For this exercise, repeat the records below exactly as written.

::::::::

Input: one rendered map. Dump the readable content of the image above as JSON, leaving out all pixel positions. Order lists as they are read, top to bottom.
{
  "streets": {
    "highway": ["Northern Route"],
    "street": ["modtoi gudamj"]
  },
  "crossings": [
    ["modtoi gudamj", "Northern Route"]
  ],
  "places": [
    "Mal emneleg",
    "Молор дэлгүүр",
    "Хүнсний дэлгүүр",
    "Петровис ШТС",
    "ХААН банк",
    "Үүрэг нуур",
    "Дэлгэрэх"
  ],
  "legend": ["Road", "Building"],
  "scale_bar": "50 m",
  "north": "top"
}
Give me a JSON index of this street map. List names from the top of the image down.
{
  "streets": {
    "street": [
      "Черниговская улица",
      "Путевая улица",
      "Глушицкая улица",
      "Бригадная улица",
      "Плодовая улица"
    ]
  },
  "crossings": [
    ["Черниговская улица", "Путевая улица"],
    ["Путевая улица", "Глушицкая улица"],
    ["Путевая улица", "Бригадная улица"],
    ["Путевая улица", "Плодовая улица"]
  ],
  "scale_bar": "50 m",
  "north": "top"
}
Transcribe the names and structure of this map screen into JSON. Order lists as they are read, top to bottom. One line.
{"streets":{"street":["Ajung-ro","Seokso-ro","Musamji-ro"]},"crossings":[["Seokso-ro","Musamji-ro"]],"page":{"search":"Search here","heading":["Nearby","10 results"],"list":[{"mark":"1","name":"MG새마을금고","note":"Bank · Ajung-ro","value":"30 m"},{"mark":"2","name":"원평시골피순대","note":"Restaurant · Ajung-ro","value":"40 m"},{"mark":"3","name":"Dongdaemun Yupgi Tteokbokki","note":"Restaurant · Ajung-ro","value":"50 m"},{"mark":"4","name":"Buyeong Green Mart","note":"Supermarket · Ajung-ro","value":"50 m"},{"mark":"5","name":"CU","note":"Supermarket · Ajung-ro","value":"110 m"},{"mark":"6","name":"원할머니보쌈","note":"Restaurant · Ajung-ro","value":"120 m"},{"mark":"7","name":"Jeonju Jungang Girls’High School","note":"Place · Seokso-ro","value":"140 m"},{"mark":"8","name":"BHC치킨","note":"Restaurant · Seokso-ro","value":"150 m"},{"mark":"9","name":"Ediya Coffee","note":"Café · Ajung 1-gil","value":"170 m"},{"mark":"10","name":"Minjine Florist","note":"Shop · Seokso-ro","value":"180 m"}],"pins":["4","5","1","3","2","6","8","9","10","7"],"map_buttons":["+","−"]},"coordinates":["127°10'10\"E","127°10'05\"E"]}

::::::::

Expected output
Input: one rendered map. Dump the readable content of the image above as JSON, leaving out all pixel positions. Order lists as they are read, top to bottom.
{
  "streets": {
    "highway": ["Northern Route"],
    "street": ["modtoi gudamj"]
  },
  "crossings": [
    ["modtoi gudamj", "Northern Route"]
  ],
  "places": [
    "Mal emneleg",
    "Молор дэлгүүр",
    "Хүнсний дэлгүүр",
    "Петровис ШТС",
    "ХААН банк",
    "Үүрэг нуур",
    "Дэлгэрэх"
  ],
  "legend": ["Road", "Building"],
  "scale_bar": "50 m",
  "north": "top"
}
Give me a JSON index of this street map. List names from the top of the image down.
{
  "streets": {
    "street": [
      "Черниговская улица",
      "Путевая улица",
      "Глушицкая улица",
      "Бригадная улица",
      "Плодовая улица"
    ]
  },
  "crossings": [
    ["Черниговская улица", "Путевая улица"],
    ["Путевая улица", "Глушицкая улица"],
    ["Путевая улица", "Бригадная улица"],
    ["Путевая улица", "Плодовая улица"]
  ],
  "scale_bar": "50 m",
  "north": "top"
}
Transcribe the names and structure of this map screen into JSON. Order lists as they are read, top to bottom. One line.
{"streets":{"street":["Ajung-ro","Seokso-ro","Musamji-ro"]},"crossings":[["Seokso-ro","Musamji-ro"]],"page":{"search":"Search here","heading":["Nearby","10 results"],"list":[{"mark":"1","name":"MG새마을금고","note":"Bank · Ajung-ro","value":"30 m"},{"mark":"2","name":"원평시골피순대","note":"Restaurant · Ajung-ro","value":"40 m"},{"mark":"3","name":"Dongdaemun Yupgi Tteokbokki","note":"Restaurant · Ajung-ro","value":"50 m"},{"mark":"4","name":"Buyeong Green Mart","note":"Supermarket · Ajung-ro","value":"50 m"},{"mark":"5","name":"CU","note":"Supermarket · Ajung-ro","value":"110 m"},{"mark":"6","name":"원할머니보쌈","note":"Restaurant · Ajung-ro","value":"120 m"},{"mark":"7","name":"Jeonju Jungang Girls’High School","note":"Place · Seokso-ro","value":"140 m"},{"mark":"8","name":"BHC치킨","note":"Restaurant · Seokso-ro","value":"150 m"},{"mark":"9","name":"Ediya Coffee","note":"Café · Ajung 1-gil","value":"170 m"},{"mark":"10","name":"Minjine Florist","note":"Shop · Seokso-ro","value":"180 m"}],"pins":["4","5","1","3","2","6","8","9","10","7"],"map_buttons":["+","−"]},"coordinates":["127°10'10\"E","127°10'05\"E"]}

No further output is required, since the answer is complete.